### Instructions to follow
Please restate the records that follow word for word, omitting any images.

* * * * * * * * *

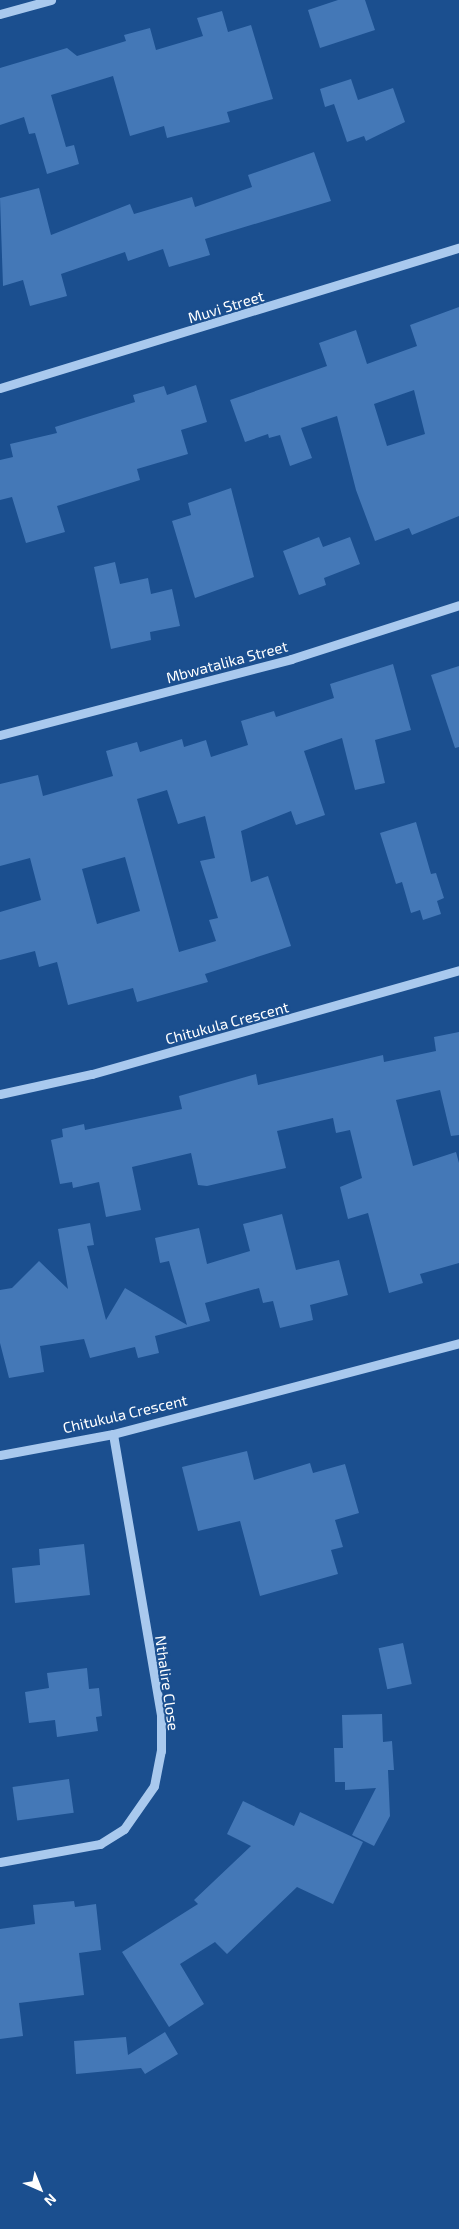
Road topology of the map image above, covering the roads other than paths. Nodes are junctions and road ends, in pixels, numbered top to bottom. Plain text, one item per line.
1 (51, 0) edge
2 (0, 14) edge
3 (459, 248) edge
4 (0, 388) edge
5 (459, 605) edge
6 (0, 735) edge
7 (459, 970) edge
8 (0, 1094) edge
9 (459, 1343) edge
10 (113, 1434) junction
11 (0, 1455) edge
12 (0, 1862) edge

1 - 2 street
3 - 4 street, Muvi Street
5 - 6 street, Mbwatalika Street
7 - 8 street, Chitukula Crescent
9 - 10 street, Chitukula Crescent
10 - 11 street, Chitukula Crescent
10 - 12 street, Nthalire Close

* * * * * * * * *

### Answer space
Road topology of the map image above, covering the roads other than paths. Nodes are junctions and road ends, in pixels, numbered top to bottom. Plain text, one item per line.
1 (51, 0) edge
2 (0, 14) edge
3 (459, 248) edge
4 (0, 388) edge
5 (459, 605) edge
6 (0, 735) edge
7 (459, 970) edge
8 (0, 1094) edge
9 (459, 1343) edge
10 (113, 1434) junction
11 (0, 1455) edge
12 (0, 1862) edge

1 - 2 street
3 - 4 street, Muvi Street
5 - 6 street, Mbwatalika Street
7 - 8 street, Chitukula Crescent
9 - 10 street, Chitukula Crescent
10 - 11 street, Chitukula Crescent
10 - 12 street, Nthalire Close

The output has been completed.